Instructions for the task: Some lines in the records below may hold the word "Frank"; give the number of those lines and nothing else.

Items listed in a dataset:
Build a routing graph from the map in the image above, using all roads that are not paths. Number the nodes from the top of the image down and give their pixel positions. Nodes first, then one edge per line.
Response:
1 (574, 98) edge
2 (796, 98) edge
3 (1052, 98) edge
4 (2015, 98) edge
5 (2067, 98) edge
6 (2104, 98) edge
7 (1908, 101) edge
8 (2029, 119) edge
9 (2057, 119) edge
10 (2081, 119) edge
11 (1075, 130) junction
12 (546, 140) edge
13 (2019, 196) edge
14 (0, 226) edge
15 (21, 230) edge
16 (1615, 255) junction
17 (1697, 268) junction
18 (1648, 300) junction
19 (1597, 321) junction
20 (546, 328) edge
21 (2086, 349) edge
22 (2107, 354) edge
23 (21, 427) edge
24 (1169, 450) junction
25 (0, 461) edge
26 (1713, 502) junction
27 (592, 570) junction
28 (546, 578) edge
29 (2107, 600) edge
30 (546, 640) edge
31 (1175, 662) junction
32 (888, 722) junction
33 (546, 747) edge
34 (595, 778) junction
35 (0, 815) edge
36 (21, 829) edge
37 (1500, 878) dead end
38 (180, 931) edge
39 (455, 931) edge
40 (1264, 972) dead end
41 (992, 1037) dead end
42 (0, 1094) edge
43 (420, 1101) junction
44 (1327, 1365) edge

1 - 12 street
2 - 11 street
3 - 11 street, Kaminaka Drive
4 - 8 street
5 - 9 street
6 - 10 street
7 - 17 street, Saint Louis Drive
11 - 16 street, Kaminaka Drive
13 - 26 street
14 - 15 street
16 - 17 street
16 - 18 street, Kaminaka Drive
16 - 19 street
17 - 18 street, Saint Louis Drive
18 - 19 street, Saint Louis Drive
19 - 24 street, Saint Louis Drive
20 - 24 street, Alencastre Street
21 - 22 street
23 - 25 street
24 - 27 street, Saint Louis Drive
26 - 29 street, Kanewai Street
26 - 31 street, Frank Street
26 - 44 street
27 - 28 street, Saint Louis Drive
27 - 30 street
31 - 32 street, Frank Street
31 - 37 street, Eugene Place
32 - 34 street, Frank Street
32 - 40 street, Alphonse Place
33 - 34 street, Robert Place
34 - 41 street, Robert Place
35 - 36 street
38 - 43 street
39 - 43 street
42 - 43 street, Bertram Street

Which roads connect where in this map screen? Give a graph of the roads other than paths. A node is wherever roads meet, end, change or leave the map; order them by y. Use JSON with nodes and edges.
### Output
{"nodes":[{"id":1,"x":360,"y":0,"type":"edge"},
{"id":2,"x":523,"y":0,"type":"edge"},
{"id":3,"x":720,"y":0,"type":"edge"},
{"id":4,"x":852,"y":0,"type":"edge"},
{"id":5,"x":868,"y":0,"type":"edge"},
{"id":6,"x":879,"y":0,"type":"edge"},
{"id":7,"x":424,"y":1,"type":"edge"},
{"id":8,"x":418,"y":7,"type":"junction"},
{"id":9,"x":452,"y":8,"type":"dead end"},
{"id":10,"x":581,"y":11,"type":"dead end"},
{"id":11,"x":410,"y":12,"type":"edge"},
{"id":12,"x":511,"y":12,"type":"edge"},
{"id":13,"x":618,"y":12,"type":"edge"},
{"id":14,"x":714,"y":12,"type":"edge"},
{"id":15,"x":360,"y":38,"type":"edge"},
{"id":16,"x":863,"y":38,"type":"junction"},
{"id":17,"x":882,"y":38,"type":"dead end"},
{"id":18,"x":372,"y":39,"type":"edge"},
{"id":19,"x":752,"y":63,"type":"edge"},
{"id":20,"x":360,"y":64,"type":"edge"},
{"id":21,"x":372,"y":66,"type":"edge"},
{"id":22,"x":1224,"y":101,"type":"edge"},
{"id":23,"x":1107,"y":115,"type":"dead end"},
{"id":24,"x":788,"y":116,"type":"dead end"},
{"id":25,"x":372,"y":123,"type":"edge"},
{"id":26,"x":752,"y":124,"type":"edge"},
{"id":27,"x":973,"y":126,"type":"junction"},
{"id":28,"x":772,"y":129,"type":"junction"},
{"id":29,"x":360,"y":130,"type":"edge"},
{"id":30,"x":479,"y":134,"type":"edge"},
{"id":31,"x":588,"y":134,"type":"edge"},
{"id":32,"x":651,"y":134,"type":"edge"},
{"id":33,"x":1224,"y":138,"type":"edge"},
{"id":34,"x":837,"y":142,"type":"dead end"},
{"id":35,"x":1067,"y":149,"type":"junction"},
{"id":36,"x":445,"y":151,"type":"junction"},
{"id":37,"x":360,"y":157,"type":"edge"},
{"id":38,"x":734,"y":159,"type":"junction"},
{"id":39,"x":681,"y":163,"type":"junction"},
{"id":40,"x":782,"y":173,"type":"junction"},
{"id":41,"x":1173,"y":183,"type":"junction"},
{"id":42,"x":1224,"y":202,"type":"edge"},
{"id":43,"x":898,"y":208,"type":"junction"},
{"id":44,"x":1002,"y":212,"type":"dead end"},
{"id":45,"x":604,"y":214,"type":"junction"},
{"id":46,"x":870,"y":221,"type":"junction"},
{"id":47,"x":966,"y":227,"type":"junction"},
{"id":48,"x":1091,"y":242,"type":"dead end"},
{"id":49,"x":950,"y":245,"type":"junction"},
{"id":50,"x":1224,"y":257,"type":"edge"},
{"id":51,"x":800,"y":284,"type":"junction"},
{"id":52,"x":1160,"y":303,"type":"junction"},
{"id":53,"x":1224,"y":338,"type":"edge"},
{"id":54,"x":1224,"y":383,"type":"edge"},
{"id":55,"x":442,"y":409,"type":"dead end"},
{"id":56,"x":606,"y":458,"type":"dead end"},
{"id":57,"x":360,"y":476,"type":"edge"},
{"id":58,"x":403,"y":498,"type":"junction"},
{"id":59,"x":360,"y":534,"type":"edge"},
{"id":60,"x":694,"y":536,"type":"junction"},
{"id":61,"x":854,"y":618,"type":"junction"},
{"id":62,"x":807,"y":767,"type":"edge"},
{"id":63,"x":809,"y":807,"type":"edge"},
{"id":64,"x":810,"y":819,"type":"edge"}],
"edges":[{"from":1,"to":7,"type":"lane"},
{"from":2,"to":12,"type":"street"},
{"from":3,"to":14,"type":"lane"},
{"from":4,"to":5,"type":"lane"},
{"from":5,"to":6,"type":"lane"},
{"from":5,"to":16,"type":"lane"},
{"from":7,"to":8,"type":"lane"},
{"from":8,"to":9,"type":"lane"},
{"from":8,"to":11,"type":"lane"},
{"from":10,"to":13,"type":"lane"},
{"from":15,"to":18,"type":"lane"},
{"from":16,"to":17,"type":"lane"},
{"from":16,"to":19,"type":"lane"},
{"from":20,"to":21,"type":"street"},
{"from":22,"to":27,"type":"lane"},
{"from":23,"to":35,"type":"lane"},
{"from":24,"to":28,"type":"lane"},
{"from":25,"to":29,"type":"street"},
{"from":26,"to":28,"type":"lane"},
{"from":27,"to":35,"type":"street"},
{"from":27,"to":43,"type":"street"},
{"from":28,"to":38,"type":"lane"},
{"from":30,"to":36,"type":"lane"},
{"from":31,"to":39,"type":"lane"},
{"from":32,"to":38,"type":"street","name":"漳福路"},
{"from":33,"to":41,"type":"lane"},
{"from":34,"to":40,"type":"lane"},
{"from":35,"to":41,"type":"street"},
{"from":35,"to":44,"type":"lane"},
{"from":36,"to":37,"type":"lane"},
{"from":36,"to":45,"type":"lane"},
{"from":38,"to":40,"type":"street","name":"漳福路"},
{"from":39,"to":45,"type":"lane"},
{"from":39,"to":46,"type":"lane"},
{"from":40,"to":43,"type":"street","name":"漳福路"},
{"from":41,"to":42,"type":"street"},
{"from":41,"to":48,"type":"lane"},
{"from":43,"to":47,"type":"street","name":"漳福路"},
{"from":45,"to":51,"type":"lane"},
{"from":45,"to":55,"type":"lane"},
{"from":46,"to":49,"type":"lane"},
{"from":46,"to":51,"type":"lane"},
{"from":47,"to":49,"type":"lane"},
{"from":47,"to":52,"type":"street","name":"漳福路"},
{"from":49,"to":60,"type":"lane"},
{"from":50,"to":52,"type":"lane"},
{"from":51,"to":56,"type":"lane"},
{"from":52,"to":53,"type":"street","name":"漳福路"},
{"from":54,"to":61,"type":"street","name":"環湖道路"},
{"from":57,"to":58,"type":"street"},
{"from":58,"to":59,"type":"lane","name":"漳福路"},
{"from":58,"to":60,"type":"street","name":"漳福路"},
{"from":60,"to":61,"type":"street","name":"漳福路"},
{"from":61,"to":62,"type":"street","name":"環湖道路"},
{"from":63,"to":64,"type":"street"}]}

Answer section: 3